My name is Bob Litterman. I am an economist by training and have spent my career managing financial risk. I chair the Commodity Futures Trading Commission Climate-Related Market Risk Subcommittee which published its report on Managing Climate Risk in the U.S. Financial System last fall. I worked at Goldman Sachs for 26 years, where I finished as a partner in 2009.  I led the Firmwide Risk Management Department, and later managed the Quantitative Strategies Group in our Asset Management Division.

Financial risk management has several simple principles that apply to managing climate risk.

Most important, risk management requires imagining “worst case” scenarios. A risk manager’s job is not to just maximize returns, but to prevent extremely bad, but very plausible, scenarios. Identifying those scenarios is especially hard for climate risk because we are performing this experiment for the first time, it is irreversible, and the impacts will be felt for many decades to come. David Wallace Wells has done a commendable job illustrating the scientific research on worst-case scenarios.

Another principle of financial risk management, which is perhaps not as obvious, is that our objective is not to minimize risk, but to price risk appropriately.  For example, at Goldman Sachs we placed a risk-based charge on traders to force them to take risks only where the firm would be more than compensated by the expected returns on their trades.

A third principle of risk management is that time is a scarce resource.  If we have enough time, we can solve almost any problem.  It is when time runs out that a risk breeds catastrophe.  The risk from climate change is increasing as we fill the atmosphere with greenhouse gases.  We do not know how much time we have before we cross a tipping point, after which the increased extent of such disasters becomes irreversible. This is an extremely urgent matter.

More colloquially, we are barreling toward a hazard of our own making, now we need to brake hard.

We must act decisively today so that, even in a worst-case climate scenario, the costs to society are manageable. These costs include: more extreme weather, sea level rise, wildfires, threats to national security from failed states and climate-induced mass emigration, and biodiversity loss. But addressing these effects will not reduce risk at the systemic level, when everything goes wrong.

For that we must reduce emissions and move rapidly to a net-zero emissions economy.  The scale and urgency of that transformation require that financial markets immediately and dramatically increase the flow of capital toward investments that will reduce emissions.  Then, we will almost surely need to follow that by removing significant quantities of greenhouse gases out of the atmosphere. Making those investments profitable and fostering the innovation necessary requires putting a price on carbon. Whether it is the National Academies of Sciences, the Business Roundtable, the American Petroleum Institute, or Nobel-winning economists like Professor Stiglitz—to cite some recent examples—experts and interested parties agree.
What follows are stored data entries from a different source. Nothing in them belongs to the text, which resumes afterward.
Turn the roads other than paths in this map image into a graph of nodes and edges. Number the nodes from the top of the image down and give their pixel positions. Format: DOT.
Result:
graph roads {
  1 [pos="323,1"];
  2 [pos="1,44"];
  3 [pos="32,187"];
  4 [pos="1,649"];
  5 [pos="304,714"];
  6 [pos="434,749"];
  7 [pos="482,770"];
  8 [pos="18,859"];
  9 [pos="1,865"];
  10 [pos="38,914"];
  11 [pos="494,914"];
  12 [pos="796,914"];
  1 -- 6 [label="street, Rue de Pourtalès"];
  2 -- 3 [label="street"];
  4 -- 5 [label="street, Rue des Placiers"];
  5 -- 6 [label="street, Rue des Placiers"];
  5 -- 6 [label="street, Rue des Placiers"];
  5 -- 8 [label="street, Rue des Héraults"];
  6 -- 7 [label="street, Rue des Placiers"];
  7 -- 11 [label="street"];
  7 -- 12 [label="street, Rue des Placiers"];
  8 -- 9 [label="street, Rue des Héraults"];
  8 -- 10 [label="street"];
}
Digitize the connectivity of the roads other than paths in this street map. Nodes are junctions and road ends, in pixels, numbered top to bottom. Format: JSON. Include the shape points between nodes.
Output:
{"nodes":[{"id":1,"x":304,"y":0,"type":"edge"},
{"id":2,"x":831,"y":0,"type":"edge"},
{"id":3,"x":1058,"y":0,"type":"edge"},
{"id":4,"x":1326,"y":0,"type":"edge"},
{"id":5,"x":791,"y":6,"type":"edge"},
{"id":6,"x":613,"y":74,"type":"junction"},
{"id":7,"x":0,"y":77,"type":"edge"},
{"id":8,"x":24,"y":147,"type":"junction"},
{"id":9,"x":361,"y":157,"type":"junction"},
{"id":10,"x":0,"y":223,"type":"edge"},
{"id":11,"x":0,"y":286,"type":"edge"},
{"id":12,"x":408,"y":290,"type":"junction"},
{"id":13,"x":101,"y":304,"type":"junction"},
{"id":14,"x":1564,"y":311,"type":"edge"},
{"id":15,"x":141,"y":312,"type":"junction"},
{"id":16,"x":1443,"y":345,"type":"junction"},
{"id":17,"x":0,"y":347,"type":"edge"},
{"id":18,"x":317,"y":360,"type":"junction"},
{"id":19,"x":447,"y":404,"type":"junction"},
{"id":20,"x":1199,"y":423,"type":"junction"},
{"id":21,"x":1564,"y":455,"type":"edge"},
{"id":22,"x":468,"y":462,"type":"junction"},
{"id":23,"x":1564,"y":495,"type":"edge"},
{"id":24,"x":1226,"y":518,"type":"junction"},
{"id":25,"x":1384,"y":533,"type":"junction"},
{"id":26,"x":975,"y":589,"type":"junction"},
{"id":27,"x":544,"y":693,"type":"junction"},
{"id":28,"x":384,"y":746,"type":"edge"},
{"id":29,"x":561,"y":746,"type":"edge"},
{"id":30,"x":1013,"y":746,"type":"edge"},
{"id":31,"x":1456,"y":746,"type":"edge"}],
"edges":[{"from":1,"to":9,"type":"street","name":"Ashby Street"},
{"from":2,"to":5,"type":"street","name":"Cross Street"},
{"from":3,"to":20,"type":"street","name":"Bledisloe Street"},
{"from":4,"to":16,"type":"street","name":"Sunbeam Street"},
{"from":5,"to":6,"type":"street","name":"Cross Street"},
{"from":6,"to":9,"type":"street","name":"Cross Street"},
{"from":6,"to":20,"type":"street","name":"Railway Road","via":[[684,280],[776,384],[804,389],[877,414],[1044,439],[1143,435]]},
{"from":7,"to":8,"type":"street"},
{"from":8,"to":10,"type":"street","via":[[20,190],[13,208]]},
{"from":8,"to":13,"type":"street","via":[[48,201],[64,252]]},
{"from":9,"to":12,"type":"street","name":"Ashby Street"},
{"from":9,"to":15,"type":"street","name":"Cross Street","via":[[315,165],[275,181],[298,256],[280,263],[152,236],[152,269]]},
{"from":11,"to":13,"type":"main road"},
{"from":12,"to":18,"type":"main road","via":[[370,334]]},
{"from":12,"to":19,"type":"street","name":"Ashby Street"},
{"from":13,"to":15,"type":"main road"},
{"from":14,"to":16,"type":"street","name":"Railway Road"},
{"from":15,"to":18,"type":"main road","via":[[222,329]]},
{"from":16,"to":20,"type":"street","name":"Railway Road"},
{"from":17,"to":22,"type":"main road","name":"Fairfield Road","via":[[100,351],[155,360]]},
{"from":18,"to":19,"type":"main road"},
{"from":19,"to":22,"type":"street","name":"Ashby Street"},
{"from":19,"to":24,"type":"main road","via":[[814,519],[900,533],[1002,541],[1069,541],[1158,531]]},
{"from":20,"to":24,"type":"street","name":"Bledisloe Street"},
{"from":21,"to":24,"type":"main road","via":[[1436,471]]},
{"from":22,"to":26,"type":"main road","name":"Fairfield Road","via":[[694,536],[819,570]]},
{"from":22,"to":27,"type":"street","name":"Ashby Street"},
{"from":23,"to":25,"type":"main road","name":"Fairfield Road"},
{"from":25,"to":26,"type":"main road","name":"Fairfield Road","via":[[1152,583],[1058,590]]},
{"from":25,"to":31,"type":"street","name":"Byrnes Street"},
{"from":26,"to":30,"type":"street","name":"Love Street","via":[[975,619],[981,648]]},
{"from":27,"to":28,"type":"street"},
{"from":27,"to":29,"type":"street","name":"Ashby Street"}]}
Congress needs to become the risk manager here. The most straightforward manner to price carbon is placing a tax on fossil fuel production. The risk management component of the carbon tax is the incentive it creates to reduce emissions; any revenues are available for other purposes.

The Climate Leadership Council, which I co-chair with Kathryn Murdoch, has developed the Baker-Schultz carbon dividend plan. There the revenues of a tax on fossil fuel producers would be returned directly to households. Several members of this committee have introduced carbon pricing legislation in the past or actively support it now. The exact policy construction varies between proposals, but there are other experts who can help Congress understand those policy questions and any resulting tradeoffs. I recognize that there are a variety of opinions about carbon pricing and their design, but leadership and compromise can help build strong coalitions of support.

To manage climate risks, the key would be to create a price immediately, set it high enough to reflect the risks imposed by greenhouse gas emissions, and apply it to emissions across the entire economy.

I and my colleagues stand ready to help you deliberate between these policies and do what is best for Americans and the future. Thank you.